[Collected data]

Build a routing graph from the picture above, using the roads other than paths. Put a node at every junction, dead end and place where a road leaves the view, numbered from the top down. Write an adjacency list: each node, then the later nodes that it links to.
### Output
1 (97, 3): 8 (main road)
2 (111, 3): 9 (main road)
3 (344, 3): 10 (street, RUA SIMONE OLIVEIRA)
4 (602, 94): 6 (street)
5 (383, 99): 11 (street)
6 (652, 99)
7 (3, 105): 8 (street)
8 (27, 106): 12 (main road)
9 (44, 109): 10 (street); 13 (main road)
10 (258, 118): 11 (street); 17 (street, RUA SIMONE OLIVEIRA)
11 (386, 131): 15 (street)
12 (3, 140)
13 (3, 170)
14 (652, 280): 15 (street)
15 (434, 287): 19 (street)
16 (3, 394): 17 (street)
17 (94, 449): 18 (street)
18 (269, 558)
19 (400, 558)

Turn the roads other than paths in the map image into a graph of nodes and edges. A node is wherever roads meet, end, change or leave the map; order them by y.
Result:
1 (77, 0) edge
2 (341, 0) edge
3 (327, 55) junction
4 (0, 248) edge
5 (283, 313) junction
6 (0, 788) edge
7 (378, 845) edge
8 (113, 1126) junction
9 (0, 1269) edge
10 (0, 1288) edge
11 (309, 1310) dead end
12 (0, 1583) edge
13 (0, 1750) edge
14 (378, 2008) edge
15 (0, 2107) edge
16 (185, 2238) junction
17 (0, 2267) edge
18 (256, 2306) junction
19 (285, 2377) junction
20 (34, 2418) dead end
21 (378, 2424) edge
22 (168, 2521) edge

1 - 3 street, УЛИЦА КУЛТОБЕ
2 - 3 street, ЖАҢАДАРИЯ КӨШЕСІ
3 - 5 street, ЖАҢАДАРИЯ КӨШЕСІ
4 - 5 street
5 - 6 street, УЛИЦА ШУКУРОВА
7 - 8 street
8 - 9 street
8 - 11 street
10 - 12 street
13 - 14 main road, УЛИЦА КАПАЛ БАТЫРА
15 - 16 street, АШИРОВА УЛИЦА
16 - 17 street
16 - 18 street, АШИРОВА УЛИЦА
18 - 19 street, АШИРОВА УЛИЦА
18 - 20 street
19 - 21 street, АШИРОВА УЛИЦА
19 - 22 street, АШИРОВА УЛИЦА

Required work → With "graph" as the word to match, copy each line of the records that has it.

Solution to this exercise →
Build a routing graph from the picture above, using the roads other than paths. Put a node at every junction, dead end and place where a road leaves the view, numbered from the top down. Write an adjacency list: each node, then the later nodes that it links to.
Turn the roads other than paths in the map image into a graph of nodes and edges. A node is wherever roads meet, end, change or leave the map; order them by y.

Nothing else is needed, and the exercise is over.